Pray with the Pope: September 2016
General Intention: That each may contribute to the common good and to the building of a society that places the human person at the centre.
When the problems of our world seem insoluble and the common good is in jeopardy, our knee-jerk reaction is often isolationism.
We cut ourselves off from what is going on out there. We stop watching the news or reading it in the papers or on the internet. We retreat into private life or a private spirituality, insulating ourselves from the perceived outer darkness.
It’s an understandable reaction to the sense of powerlessness that we feel at the enormity and systemic nature of some of the world’s problems. What can we, as individuals, do about the arms trade or corruption or human trafficking, to name but three massive evils which systematically infect modern society?

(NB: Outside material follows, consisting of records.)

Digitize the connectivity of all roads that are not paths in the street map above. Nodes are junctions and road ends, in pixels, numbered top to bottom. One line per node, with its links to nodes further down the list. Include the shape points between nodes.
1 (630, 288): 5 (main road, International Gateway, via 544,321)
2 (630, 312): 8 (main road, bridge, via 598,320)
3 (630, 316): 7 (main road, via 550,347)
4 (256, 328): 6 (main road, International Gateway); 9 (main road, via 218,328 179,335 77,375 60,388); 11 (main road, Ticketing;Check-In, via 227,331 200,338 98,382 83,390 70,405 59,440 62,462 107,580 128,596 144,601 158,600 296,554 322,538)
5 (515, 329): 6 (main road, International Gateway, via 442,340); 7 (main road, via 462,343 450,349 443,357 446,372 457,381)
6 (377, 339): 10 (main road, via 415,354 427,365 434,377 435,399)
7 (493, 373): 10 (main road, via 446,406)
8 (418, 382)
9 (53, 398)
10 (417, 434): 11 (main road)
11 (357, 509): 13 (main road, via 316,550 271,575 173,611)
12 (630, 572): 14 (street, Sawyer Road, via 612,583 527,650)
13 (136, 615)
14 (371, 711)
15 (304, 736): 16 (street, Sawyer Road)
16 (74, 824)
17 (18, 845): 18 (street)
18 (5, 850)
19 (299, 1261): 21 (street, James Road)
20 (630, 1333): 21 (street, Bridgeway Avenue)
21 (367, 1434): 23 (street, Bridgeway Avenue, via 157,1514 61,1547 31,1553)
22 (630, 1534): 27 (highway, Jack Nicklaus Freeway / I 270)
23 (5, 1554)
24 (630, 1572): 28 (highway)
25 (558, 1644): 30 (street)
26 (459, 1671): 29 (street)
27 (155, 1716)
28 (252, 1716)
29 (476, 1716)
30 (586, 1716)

At the end of his rather depressing novel Candide, which presents a relentlessly gloomy view of the human condition, the 18th-century French philosopher Voltaire leaves us with the enigmatic phrase: “We must cultivate our garden.” The reader feels a little let down at this apparently weak punch-line. “That’s it?” one is tempted to say; “All I have to do is go out and do a little gardening and that will solve the problems of the world?”
There are many interpretations of this now celebrated line. One is that Voltaire may be having a dig at philosophers who are all talk and no action. As a gardener I am tempted to take it literally but I suspect a broader interpretation is in order. It is perhaps to be understood in the same vein as the Chinese saying about it being better to light a single candle than to curse the darkness.
The world is a tough place and there are many things wrong with it, but one must take responsibility for one’s own little bit of it. Voltaire was probably thinking of a vegetable garden, rather than a rose garden. The benefit of veggies is obvious in every culture. The current movement of creating urban community vegetable gardens indicates the abiding value of the metaphor.
Voltaire’s use of the word “cultivate” is also very useful. If we “cultivate” people in the sense of nourishing and building them up through our loving care and creating good human relationships, then we will be doing our little bit for the common good while, as the intention states, putting “the human person at the centre”.